● **WHAT THIS TASK INVOLVES**:
Pull out each line of the data that includes the word "батыра".

● **PROVIDED DATA**:
*** Begin section ***
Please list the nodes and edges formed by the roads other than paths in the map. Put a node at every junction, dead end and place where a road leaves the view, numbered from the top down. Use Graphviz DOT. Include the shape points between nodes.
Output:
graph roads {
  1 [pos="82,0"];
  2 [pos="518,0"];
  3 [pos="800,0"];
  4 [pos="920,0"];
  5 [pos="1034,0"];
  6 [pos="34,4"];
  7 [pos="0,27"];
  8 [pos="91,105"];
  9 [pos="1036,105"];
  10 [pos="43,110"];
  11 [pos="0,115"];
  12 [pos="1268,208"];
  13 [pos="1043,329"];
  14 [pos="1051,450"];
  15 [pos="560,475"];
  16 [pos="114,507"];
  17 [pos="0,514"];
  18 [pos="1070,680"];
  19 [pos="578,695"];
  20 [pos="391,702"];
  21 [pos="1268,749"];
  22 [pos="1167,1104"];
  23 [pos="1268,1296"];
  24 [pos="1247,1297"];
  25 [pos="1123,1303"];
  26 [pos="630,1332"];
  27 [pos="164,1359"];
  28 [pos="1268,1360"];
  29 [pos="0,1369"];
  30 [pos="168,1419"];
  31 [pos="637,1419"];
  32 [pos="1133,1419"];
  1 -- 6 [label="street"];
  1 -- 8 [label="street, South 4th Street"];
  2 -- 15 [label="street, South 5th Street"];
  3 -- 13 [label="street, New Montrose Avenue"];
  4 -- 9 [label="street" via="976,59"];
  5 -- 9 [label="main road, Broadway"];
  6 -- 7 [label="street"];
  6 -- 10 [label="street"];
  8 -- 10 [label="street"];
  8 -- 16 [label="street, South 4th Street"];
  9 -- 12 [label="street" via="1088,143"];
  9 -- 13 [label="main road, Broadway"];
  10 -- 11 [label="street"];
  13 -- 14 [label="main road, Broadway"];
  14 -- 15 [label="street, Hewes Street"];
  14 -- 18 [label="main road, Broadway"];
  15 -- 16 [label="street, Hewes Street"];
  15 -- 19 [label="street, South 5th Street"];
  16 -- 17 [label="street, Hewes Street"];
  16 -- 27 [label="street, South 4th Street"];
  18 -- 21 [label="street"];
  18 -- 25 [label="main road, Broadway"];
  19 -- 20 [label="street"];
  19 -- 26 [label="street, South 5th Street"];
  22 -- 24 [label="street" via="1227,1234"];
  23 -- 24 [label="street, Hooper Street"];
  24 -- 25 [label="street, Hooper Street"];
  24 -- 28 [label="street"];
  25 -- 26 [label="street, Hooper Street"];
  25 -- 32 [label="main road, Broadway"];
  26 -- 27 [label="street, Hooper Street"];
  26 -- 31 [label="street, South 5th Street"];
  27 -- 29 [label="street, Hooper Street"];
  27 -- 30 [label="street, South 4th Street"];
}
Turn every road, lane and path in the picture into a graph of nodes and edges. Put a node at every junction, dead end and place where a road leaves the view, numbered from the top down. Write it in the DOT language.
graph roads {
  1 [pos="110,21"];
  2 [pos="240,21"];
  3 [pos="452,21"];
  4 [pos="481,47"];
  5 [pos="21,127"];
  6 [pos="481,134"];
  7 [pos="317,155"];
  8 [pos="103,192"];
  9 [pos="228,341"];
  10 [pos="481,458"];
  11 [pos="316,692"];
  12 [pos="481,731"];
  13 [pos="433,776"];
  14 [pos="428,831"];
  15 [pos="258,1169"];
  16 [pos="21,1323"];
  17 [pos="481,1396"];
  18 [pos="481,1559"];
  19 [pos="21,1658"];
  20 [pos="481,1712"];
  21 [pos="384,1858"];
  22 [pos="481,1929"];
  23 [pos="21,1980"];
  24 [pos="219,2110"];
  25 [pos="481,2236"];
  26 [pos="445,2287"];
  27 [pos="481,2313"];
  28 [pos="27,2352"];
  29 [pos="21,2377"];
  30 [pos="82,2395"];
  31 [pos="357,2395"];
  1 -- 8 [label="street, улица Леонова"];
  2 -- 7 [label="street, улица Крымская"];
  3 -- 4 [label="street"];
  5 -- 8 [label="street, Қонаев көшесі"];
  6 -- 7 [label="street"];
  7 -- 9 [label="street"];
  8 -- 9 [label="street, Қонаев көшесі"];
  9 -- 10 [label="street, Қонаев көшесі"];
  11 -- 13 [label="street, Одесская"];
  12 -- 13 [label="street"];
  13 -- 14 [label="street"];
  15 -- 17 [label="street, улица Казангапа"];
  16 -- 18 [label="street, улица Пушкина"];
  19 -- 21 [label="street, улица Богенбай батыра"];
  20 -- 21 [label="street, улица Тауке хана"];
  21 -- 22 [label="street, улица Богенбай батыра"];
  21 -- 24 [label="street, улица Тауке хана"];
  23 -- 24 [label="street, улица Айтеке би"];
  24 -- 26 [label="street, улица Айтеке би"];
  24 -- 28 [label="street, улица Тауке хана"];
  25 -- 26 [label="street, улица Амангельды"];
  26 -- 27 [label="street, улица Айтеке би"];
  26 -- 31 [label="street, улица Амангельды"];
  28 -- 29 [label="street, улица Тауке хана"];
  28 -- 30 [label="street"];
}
*** End section ***
● **YOUR SOLUTION**:
  19 -- 21 [label="street, улица Богенбай батыра"];
  21 -- 22 [label="street, улица Богенбай батыра"];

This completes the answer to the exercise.